-- Saved entries --

######

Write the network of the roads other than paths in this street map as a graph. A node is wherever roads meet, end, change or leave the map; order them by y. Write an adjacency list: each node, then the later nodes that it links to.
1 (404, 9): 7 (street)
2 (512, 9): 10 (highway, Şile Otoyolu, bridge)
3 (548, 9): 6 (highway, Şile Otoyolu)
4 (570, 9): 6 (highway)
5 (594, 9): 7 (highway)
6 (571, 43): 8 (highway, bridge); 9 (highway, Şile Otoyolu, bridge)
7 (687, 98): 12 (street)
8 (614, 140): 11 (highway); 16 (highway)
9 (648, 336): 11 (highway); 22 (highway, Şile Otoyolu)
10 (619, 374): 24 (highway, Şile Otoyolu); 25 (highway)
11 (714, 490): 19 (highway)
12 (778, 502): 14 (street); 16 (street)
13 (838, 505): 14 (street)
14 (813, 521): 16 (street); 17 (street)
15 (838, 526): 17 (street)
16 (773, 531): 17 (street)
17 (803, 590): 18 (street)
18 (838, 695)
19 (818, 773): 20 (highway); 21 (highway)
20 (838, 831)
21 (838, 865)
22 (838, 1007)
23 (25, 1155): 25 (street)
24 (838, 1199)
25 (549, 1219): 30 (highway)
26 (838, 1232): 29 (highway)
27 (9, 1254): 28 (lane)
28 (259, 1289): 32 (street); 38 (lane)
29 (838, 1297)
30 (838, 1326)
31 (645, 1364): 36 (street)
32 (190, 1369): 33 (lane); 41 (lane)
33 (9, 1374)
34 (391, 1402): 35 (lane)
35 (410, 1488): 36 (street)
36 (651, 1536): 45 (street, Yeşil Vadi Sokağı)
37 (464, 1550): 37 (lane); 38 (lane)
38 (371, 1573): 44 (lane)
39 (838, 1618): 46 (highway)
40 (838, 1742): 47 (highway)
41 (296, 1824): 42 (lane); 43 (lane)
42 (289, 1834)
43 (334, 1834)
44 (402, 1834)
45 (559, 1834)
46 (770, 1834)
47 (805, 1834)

######

-- Task goal --
What is the number of lines in the records that contain the word "Otoyolu"? Answer with the number and nothing else.

-- Exercise result --
5